Pflugerville City Council greenlights Lisso tract rezoning request

Pflugerville City Council approved a rezoning request for the Lisso tract, a nearly 200-acre property adjacent to Immanuel Road that will be used for an upcoming mixed-use development.

Pflugerville City Council approved a rezoning request for the Lisso tract, a nearly 200-acre property adjacent to Immanuel Road that will be used for an upcoming mixed-use development.

After months of public hearings, resident meetings and revisits to Pflugerville City Council, council voted 5-2 in favor of rezoning the Lisso tract, a nearly 200-acre property adjacent to Immanuel Road, for a mixed-use development project overseen by William Lyon Homes. Mayor Victor Gonzales and Mayor Pro Tem Omar Peña voted against the motion.

But the decision to rezone the agricultural land for an upcoming mixed-use development project has not been without controversy.
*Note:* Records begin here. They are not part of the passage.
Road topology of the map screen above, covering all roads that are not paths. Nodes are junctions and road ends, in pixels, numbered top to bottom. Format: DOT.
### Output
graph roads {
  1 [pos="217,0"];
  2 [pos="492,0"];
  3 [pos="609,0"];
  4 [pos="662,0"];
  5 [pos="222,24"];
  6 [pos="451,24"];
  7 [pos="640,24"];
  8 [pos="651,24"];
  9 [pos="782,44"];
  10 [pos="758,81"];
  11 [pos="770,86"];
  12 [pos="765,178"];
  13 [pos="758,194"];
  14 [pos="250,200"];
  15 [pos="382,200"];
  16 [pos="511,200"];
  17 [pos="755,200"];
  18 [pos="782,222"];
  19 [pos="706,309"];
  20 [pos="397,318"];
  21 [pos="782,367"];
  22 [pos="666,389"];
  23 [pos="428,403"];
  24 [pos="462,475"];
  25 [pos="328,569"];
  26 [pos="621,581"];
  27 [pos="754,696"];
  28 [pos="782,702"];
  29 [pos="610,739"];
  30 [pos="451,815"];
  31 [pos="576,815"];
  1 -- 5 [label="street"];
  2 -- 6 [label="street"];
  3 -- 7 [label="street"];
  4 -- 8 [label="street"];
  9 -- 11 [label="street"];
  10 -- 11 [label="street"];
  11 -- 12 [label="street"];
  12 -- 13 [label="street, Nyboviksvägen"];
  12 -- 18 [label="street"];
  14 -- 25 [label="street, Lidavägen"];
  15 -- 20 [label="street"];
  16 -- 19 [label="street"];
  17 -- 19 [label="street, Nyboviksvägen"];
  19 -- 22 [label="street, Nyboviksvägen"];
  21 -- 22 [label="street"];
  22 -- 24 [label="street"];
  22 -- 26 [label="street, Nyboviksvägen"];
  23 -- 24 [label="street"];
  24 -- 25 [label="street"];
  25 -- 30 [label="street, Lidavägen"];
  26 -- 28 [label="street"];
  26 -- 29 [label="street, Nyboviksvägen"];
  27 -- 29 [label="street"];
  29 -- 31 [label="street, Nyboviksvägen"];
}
Several residents have spoken out against the development before Pflugerville’s Planning and Zoning Commission and council as part of the Save the Gatlinburg Greenbelt group, voicing their concerns regarding environmental impacts to the area’s greenland and flood plains as well as heightened traffic and congestion along Immanuel.

Ryan Mattox of William Lyon Homes presented before council at its Oct. 8 meeting and said the proposed development aligns with the city’s comprehensive plan, transportation plan and compatibility standards for zoning requirements as well as has been approved by planning and zoning. He added that following council’s initial rezoning request denial in February, William Lyon has had time to revisit the proposal with residents and construct a more suitable proposal.

“We’ve taken that time to do a little more homework,” Mattox said Oct. 8. “We wanted to take their concerns very seriously.”

But for some residents living in the adjacent Gatlinburg community, they said the now approved development results in an immediate loss of greenbelt, or undeveloped wild land surrounding urban communities.

Shannon McClenny, a Gatlinburg neighborhood resident, spoke against the proposed rezoning request at the Oct. 8 council meeting, arguing that an increase in traffic and congestion would negatively impact residents' quality of life.

"How many citizens have to have concerns before you choose people over profit?” McClenny said.

Dwain Selman, owner of the Lisso tract, said he disputes the categorization of his property as greenbelt given that it is private land and can be developed as warranted.

During the ordinance's final reading Oct. 22, several residents spoke in favor of the rezoning, specifically the opportunities it would bring to revitalizing Immanuel through the developer's contributions to construction costs.

“I think we have a great opportunity here," said Dan Seligman, a Gatlinburg resident. "I see this as being an improvement to my neighborhood, just as being adjacent to it.”